Le gouvernement entend faire des économies et lutter contre l’absentéisme dans la fonction publique en augmentant le nombre de jours de carence des fonctionnaires. Photo d’illustration Sipa/Mourad Allili

Dépenses publiques

Les annonces du gouvernement sur les jours de carence et la fin de l’indemnisation à 100 % sont justifiées mais… très risquées.

Le Point - 28 octobre 2024 - Par Sophie Coignard

"Épargner les milliardaires, taper sur les fonctionnaires"  (Ian Brossat, sénateur communiste de Paris) ; « fonctionnaire bashing » (Sophie Vénétitay, secrétaire générale du SNES-FSU)… Et ce n'est qu'un début !

À peine le ministre de la Fonction publique, Guillaume Kasbarian, avait-il annoncé ce dimanche le passage d'un à trois jours de carence pour les arrêts maladie des fonctionnaires et l'indemnisation de ceux-ci à hauteur de 90 et non plus 100 % que les manifestations d'indignation commençaient à pleuvoir.

Il s'agit pourtant d'aligner la situation des fonctionnaires sur celle des salariés du secteur privé. Rien de terriblement discriminant a priori. Surtout lorsqu'on prend connaissance des chiffres, énoncés par le ministre dans Le Figaro. En dix ans, le nombre de jours d'absence est passé de 43 millions à 77 millions, soit une hausse de 80 %. L'écart s'est creusé entre la fonction publique et le secteur privé, puisque, aujourd'hui, les fonctionnaires sont absents en moyenne 14,5 jours par an contre 11,6 jours pour les salariés du privé. Cet absentéisme a coûté 15 milliards d'euros à l'État en 2022. »

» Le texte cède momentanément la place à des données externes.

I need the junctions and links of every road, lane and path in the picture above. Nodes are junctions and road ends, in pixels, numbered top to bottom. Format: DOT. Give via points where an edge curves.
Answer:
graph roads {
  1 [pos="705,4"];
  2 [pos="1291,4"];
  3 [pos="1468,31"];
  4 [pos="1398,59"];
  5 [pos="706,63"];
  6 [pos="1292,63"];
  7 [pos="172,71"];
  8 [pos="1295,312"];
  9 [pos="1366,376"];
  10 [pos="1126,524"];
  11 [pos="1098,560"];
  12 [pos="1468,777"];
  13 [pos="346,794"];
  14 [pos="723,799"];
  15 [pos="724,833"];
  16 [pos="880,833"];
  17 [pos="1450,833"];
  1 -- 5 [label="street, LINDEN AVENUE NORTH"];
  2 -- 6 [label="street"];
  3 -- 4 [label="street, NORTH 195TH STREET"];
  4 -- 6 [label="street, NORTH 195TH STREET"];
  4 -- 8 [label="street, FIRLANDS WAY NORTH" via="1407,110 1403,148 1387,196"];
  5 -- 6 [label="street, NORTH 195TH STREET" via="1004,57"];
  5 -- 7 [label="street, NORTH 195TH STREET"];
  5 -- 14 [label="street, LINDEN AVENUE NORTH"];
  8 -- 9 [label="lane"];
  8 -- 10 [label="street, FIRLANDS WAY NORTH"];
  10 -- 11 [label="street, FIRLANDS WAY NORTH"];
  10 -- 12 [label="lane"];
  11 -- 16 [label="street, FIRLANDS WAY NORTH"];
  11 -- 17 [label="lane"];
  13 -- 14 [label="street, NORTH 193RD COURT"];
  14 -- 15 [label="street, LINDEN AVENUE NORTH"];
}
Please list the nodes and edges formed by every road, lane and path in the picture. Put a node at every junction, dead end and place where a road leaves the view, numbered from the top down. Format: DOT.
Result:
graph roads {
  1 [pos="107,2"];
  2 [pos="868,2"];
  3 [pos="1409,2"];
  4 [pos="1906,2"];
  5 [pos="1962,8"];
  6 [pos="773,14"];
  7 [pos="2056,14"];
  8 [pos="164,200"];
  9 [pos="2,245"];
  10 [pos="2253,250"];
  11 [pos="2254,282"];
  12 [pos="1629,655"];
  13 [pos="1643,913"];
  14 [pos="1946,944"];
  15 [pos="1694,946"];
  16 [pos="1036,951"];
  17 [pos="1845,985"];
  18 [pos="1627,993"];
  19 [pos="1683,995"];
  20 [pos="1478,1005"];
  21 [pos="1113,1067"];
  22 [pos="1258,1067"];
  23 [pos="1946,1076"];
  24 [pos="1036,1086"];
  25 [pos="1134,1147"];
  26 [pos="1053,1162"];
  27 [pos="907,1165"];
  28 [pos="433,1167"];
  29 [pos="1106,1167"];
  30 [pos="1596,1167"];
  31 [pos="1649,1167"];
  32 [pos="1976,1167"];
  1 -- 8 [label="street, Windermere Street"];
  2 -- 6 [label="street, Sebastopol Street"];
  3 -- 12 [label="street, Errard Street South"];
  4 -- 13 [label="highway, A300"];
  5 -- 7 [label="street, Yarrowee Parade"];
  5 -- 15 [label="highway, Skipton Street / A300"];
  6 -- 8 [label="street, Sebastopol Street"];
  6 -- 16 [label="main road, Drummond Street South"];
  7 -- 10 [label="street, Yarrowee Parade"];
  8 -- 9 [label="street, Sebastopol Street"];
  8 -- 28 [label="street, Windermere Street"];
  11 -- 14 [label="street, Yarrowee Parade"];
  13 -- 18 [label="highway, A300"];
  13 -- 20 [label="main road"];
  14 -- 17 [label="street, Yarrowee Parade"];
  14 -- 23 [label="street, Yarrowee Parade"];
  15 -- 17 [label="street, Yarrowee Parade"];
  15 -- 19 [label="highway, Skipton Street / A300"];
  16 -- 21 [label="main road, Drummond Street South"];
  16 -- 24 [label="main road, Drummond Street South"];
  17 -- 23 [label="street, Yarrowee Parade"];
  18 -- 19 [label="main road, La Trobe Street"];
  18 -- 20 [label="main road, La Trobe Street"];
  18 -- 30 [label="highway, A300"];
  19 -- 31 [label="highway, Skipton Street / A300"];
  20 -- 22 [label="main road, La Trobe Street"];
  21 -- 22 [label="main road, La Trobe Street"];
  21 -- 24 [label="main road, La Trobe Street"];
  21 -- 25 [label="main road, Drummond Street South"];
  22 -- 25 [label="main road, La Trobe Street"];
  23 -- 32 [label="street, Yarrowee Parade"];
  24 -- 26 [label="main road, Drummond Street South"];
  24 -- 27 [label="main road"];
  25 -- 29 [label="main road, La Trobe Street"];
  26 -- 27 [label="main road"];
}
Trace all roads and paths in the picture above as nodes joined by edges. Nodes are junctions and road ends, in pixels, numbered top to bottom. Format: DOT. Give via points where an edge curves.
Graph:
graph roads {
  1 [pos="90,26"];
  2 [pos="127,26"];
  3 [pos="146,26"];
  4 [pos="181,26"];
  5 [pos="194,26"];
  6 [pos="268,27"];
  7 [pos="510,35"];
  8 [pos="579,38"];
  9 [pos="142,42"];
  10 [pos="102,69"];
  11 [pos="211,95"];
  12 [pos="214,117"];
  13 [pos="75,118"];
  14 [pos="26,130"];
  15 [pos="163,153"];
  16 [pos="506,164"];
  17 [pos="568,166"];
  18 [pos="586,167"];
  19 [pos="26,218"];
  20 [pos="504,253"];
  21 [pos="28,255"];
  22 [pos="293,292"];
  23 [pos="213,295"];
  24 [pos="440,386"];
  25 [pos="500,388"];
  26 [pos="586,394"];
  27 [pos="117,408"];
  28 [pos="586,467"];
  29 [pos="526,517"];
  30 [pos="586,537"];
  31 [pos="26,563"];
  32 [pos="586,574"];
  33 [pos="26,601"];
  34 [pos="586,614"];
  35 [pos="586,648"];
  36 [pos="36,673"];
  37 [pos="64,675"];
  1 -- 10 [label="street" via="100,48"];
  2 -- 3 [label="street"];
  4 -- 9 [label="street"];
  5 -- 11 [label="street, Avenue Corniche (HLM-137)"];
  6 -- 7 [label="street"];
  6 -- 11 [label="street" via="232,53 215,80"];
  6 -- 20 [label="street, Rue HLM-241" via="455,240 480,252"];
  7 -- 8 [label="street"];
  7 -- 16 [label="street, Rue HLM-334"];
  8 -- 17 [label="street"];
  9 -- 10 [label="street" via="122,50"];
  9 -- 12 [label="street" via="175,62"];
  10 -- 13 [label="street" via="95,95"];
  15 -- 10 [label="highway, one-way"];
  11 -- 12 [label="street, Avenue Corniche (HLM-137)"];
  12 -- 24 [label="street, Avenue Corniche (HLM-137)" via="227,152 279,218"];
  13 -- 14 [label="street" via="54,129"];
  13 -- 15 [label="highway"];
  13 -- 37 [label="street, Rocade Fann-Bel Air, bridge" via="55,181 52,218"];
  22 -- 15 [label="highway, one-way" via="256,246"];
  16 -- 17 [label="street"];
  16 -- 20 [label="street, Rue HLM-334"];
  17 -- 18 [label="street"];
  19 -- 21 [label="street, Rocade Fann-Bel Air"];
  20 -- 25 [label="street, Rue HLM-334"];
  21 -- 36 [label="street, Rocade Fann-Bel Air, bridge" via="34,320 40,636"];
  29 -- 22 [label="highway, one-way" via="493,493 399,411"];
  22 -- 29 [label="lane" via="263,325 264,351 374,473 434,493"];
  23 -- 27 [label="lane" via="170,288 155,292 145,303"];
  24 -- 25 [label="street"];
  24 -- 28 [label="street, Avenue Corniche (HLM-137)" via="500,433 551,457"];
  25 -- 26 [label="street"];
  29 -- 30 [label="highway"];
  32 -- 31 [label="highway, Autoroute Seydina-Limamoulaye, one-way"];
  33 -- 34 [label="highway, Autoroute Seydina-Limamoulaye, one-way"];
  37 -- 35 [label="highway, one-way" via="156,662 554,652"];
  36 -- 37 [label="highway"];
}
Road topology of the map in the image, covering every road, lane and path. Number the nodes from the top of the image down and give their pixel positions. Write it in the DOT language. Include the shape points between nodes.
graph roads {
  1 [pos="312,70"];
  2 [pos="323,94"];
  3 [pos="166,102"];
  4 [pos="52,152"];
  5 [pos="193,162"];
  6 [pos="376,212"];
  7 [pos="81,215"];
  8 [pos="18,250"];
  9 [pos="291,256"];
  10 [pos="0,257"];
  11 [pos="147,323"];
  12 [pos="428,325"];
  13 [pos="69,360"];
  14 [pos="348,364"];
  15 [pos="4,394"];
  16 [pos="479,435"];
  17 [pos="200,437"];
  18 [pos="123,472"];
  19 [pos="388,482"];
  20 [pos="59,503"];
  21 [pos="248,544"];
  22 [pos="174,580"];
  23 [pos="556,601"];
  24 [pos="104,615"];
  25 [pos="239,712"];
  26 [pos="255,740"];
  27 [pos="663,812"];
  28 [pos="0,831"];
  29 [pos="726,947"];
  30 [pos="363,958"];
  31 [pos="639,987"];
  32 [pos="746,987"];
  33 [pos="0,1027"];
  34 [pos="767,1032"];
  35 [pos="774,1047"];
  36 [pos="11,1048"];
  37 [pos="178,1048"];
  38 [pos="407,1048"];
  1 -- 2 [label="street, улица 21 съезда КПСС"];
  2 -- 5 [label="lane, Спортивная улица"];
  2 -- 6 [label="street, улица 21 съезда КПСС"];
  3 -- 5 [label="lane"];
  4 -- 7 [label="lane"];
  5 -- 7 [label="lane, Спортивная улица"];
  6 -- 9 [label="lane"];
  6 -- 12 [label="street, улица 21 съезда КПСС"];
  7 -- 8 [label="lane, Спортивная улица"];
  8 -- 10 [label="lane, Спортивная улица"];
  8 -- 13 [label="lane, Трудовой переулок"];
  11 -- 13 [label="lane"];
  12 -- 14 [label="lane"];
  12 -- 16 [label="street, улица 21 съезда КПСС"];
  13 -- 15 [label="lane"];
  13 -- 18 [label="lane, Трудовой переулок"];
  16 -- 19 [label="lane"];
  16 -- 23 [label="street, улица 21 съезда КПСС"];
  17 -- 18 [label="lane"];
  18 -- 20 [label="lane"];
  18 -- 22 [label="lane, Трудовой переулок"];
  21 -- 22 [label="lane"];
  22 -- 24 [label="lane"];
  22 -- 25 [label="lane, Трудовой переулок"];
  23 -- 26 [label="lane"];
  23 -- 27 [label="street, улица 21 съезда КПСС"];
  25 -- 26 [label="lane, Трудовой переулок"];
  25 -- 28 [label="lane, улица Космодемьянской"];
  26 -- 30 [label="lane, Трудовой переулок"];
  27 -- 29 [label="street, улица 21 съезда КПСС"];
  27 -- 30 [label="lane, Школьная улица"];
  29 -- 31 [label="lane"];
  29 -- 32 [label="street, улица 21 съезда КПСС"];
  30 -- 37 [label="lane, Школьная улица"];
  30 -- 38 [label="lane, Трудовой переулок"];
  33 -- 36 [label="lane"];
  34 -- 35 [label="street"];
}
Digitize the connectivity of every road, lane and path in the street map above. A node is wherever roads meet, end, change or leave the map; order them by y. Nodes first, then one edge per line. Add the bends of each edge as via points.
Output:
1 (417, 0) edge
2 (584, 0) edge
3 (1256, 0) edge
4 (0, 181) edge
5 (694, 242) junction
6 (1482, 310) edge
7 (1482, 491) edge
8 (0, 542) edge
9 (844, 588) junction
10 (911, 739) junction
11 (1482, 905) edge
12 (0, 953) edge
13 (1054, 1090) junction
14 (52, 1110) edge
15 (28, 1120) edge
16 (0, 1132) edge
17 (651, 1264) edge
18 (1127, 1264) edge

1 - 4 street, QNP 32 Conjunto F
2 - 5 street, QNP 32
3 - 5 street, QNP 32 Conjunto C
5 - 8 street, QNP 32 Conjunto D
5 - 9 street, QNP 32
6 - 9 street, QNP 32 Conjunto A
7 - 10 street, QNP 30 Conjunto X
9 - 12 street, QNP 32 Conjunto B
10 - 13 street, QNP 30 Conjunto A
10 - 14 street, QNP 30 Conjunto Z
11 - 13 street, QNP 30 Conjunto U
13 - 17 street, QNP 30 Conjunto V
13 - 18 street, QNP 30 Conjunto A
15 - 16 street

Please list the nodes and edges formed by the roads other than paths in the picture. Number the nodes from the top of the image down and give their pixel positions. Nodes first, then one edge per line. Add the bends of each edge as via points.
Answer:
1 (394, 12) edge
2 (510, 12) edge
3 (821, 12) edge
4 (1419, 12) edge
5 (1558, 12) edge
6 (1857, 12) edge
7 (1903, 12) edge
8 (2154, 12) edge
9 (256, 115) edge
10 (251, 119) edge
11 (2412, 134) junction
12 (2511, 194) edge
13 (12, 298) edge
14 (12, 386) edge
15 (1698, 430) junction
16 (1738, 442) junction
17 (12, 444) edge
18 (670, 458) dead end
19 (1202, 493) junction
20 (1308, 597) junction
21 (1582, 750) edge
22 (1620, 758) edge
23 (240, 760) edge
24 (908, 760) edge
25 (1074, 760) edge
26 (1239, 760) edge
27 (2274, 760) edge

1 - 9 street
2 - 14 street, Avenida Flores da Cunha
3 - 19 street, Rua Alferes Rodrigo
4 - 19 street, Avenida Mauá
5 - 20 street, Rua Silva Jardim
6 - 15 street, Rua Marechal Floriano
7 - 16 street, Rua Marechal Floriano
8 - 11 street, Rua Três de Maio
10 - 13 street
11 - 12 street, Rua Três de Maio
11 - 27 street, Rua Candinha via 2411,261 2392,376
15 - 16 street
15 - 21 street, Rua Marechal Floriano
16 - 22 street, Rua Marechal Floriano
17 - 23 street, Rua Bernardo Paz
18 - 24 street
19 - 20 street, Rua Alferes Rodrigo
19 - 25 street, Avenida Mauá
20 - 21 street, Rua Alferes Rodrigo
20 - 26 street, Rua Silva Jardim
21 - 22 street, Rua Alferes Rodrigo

Ces données sont tirées d'un rapport sur la « revue des dépenses » publié en juillet dernier par les inspections des finances et des affaires sociales. Un document qui préconise comme « leviers d'économies budgétaires » l'instauration de ces deux jours supplémentaires de carence, pour 289 millions d'euros, et une indemnisation à hauteur de 90 et non 100 % du traitement, pour 900 millions d'euros. Soit au total près de 1,2 milliard de dépenses en moins, comme le prévoit le gouvernement.

Zones d'ombre

Toutefois, ce tableau apparemment rationnel comporte plusieurs zones d'ombre. Tout d'abord, l'exécutif présente cette double mesure comme une « réforme structurelle », ce qui est discutable. On peut aussi la considérer comme un coup de rabot de plus. D'autant que le jour de carence dans la fonction publique est un objet politique intermittent : instauré par Nicolas Sarkozy en 2012, il a été supprimé par François Hollande en 2014 et réintroduit par Emmanuel Macron en 2018.

Non sans un certain succès, selon une récente étude de l'Insee sur l'évolution des arrêts maladie du personnel de l'Éducation nationale. Celle-ci indique qu' « en raison de l'introduction du jour de carence dans la fonction publique, le nombre d'épisodes de CMO (congés pour maladie ordinaire) est inférieur de 23 % » à ce qu'il aurait été en l'absence de réforme dans ce ministère. Mais cette étude pointe aussi que « l'application du jour de carence est susceptible d'encourager les personnes malades à poursuivre leur activité professionnelle situation (qui) peut entraîner « une détérioration de l'état de santé » et « une hausse des dépenses publiques associées ».

Ensuite, le passage d'un à trois jours de carence représente une forte transgression, qui ne trouve pas sa légitimité dans un engagement électoral ou une évidence majoritaire : Nicolas Sarkozy, en 2012, ou Emmanuel Macron, au début de son premier mandat, en disposaient, ce qui n'est pas, euphémisme, le cas de Michel Barnier.

Enfin, les adversaires de cette mesure, et de la baisse de l'indemnisation de 100 à 90 %, en premier lieu les syndicats, ne manqueront pas de souligner qu'une telle mesure touche en premier lieu les classes moyennes, que le Premier ministre avait assuré vouloir épargner dans ses arbitrages budgétaires. S'ils parviennent à mobiliser leurs troupes, ces jours de carence pourraient se révéler très inflammables.